Critiques de films

[Critique] John Carter – Andrew Stanton – Critique du film

John Carter partait dans mon esprit avec un a priori négatif. J’avoue pour des mauvaises raisons. La plus proéminente était son acteur principal. Je n’ai jamais été fan du monsieur et j’avais peur que le film ne fasse que concrétiser ce que je pensais. La vérité au final est beaucoup plus différente que je ne le pensais. Non John Carter n’est pas le ratage que je pensais. Loin d’être mauvais, le film surprend par son potentiel sur le long terme. Oui une véritable franchise pointe le bout de son nez et même si le film n’est pas forcément novateur dans sa structure, il ouvre la porte à pas ma de choses pour le futur. Le gros problème dans l’inconscient collectif sera que vu l’époque de création de John Carter ( le roman) beaucoup vont passer à côté de l’impact créatif que cette saga aura eu sur une génération d’auteurs et de scénaristes. Du coup l’ombre de cette saga plane sur une tonne de films et d’histoire sans qu’on le sache vraiment. Le résultat est qu’au final le film en pâtit un peu en termes de fraicheur, le gros souci réside dans le scénario qui sans forcément être mauvais ne surprend pas une seule seconde. C’est un fait qui tuera dans l’œuf l’empathie de certains. Mais si comme d’autres vous êtes capable de passer au-delà de ce point noir, vous verrez assez vite que le film a bien plus à offrir qu’il n’y paraît.
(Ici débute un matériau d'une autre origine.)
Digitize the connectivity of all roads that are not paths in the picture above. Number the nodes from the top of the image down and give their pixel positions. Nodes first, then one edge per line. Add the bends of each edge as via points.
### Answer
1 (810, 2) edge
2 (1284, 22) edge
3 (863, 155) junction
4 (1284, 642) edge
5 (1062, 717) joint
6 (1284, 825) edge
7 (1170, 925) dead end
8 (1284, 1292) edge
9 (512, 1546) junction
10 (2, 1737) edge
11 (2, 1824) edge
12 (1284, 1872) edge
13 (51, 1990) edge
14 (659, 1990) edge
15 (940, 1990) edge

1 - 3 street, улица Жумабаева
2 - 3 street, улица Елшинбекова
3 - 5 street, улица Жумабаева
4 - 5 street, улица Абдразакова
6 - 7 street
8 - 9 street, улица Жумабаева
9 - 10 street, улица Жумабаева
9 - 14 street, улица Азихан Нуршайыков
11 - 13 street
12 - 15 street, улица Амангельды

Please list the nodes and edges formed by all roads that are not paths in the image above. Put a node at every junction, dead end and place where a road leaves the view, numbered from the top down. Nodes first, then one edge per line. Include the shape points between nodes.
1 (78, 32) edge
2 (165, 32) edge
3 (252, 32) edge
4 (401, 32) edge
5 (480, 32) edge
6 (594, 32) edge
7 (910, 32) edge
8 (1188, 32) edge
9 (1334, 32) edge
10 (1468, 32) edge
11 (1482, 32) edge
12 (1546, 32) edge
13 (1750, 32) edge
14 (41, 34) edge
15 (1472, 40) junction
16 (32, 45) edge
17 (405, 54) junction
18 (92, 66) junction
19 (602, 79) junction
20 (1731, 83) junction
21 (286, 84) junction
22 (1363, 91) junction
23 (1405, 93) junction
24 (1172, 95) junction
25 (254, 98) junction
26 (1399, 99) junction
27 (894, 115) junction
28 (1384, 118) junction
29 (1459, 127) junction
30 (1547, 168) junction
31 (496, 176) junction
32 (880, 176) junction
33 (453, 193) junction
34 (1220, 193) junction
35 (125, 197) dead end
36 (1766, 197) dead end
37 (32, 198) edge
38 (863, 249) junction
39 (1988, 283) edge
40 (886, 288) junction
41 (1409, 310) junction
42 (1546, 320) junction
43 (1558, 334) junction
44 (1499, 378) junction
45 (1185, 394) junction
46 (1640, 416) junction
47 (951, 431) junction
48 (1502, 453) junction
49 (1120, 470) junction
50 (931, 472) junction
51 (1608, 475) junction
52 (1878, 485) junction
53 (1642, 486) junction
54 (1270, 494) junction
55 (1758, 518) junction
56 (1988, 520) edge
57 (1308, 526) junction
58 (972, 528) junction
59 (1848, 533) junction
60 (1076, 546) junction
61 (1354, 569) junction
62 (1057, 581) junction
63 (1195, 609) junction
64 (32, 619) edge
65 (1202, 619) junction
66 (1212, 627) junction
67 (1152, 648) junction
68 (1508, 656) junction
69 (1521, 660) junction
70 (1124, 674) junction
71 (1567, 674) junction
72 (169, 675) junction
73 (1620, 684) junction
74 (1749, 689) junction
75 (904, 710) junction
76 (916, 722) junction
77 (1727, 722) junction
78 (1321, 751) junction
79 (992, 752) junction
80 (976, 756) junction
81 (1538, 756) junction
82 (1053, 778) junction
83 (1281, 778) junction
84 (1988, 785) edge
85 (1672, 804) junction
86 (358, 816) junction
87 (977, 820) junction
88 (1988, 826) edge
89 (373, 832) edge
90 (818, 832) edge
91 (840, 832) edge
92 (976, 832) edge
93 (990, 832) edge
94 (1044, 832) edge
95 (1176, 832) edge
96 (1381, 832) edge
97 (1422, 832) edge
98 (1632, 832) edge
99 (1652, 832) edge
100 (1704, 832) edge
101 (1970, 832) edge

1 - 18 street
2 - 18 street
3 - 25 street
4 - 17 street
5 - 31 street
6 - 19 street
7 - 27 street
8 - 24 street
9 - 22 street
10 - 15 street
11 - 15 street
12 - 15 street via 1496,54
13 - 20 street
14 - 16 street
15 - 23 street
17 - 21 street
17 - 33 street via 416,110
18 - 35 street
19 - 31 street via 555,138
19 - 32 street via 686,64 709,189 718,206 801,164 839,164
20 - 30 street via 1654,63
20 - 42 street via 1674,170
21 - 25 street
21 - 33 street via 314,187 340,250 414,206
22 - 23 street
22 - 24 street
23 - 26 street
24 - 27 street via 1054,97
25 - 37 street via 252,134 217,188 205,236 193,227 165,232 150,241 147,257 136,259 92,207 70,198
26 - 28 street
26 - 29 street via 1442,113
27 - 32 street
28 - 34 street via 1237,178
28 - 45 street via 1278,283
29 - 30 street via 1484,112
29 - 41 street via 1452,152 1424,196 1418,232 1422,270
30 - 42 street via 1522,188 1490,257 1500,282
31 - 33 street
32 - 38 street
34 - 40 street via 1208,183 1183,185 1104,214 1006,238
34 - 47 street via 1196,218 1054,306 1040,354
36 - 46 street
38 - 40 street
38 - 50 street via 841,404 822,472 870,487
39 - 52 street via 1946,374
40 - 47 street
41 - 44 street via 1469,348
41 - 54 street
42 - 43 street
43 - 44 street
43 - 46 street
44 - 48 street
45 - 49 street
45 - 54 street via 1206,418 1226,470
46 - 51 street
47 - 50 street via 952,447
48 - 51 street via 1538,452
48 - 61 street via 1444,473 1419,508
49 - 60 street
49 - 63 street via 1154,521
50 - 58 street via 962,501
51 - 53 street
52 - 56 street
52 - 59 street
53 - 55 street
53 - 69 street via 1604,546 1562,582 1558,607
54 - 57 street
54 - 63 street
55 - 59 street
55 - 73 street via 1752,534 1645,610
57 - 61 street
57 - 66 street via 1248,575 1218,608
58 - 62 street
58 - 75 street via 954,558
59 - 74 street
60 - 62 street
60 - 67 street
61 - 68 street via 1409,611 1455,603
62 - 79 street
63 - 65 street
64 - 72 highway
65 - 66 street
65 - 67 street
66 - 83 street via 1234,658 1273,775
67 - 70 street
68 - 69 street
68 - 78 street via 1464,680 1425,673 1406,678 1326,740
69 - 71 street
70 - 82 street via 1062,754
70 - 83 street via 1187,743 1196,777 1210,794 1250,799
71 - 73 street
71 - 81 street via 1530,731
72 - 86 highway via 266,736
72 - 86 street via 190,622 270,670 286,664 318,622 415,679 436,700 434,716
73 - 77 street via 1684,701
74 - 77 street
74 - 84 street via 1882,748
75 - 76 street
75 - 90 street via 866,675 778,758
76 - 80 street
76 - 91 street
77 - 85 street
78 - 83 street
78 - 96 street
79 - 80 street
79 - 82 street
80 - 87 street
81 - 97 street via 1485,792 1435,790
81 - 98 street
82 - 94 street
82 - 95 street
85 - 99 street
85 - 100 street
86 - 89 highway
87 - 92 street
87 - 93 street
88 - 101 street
Ouvrant la porte à une évidente saga, le film rattrape assez vite ses faiblesses via deux points importants : le soin maniaque  appliqué envers l’univers qui défile devant nos yeux et grâce aux personnages. Certes ce sont des archétypes, mais cela n’empêche qu’à la surprise générale, la mayonnaise prend bien. Le personnage principal de Carter ou celui de la princesse, tout comme ceux des Aliens de la planète Mars, laissent le spectateur avec un léger sourire aux lèvres pendant la projection. L’idée est simple faire du neuf avec du vieux et le réalisateur Andrew Stanton réussit en partie son pari. On regrette un détail majeur pourtant,celui que les scènes de batailles ou d’actions simples manquent parfois de « longueurs ». John Carter subit un problème de rythme. À trop vouloir être dans l’exposition et mettre en place de façon correcte un univers aussi dense, il se prend parfois les pieds dans le tapis en terme de rythme. Ce n’est pas catastrophique, car cela laisse plus de temps aux personnages pour exister, mais cela ne sera pas forcément du goût de tout le monde quand l’action prendra le dessus. Et quand c’est le cas, il faut reconnaître à cette dernière en terme de construction narrative, un défaut, celui de ne jamais forcément sortir des clous. Certes le réalisateur fait ce qu’il faut pour que l’on s’amuse et que le voyage soit agréable, mais si l’on a déjà vu des productions du même type, il sera difficile d’être totalement surpris. C’est le point négatif majeur.

John Carter sonne donc en effet plus comme un long et nécessaire épisode d’exposition. Les enjeux et personnages principaux se retrouvent clairement mis sur le devant de la scène. Disney prend un risque qui au final et avec un peu de recul au bout des 2h20 de films paye. On se retrouve pris dans l’histoire et ces personnages qui sur le papier et lors de bandes-annonces pas forcément brillantes semblaient mauvais, se retrouvent bien plus sympathique que prévu. Mais au de ces considérations narratives le film n’échappe pas à un effet de mode assez exaspérant, l’apport de la 3D. Est-ce que cela sert le film ? Pas une seule seconde. En terme de beauté plastique, le film se suffit à lui-même et la 3D agace plus qu’autre chose par moment. Peut-être qu’un jour les producteurs comprendront qu’au-delà d’une manne potentielle pour amortir les recettes du film, la 3D est souvent tellement inutile à l’écran qu’artistiquement parlant, elle finit par desservir le film. John Carter survit très bien sans. Ne tombez pas dans le panneau. Un film imparfait, parfois un peu trop long, mais diablement sympathique et respectant largement son quota et promesse d’aventures et de grands spectacles. À voir!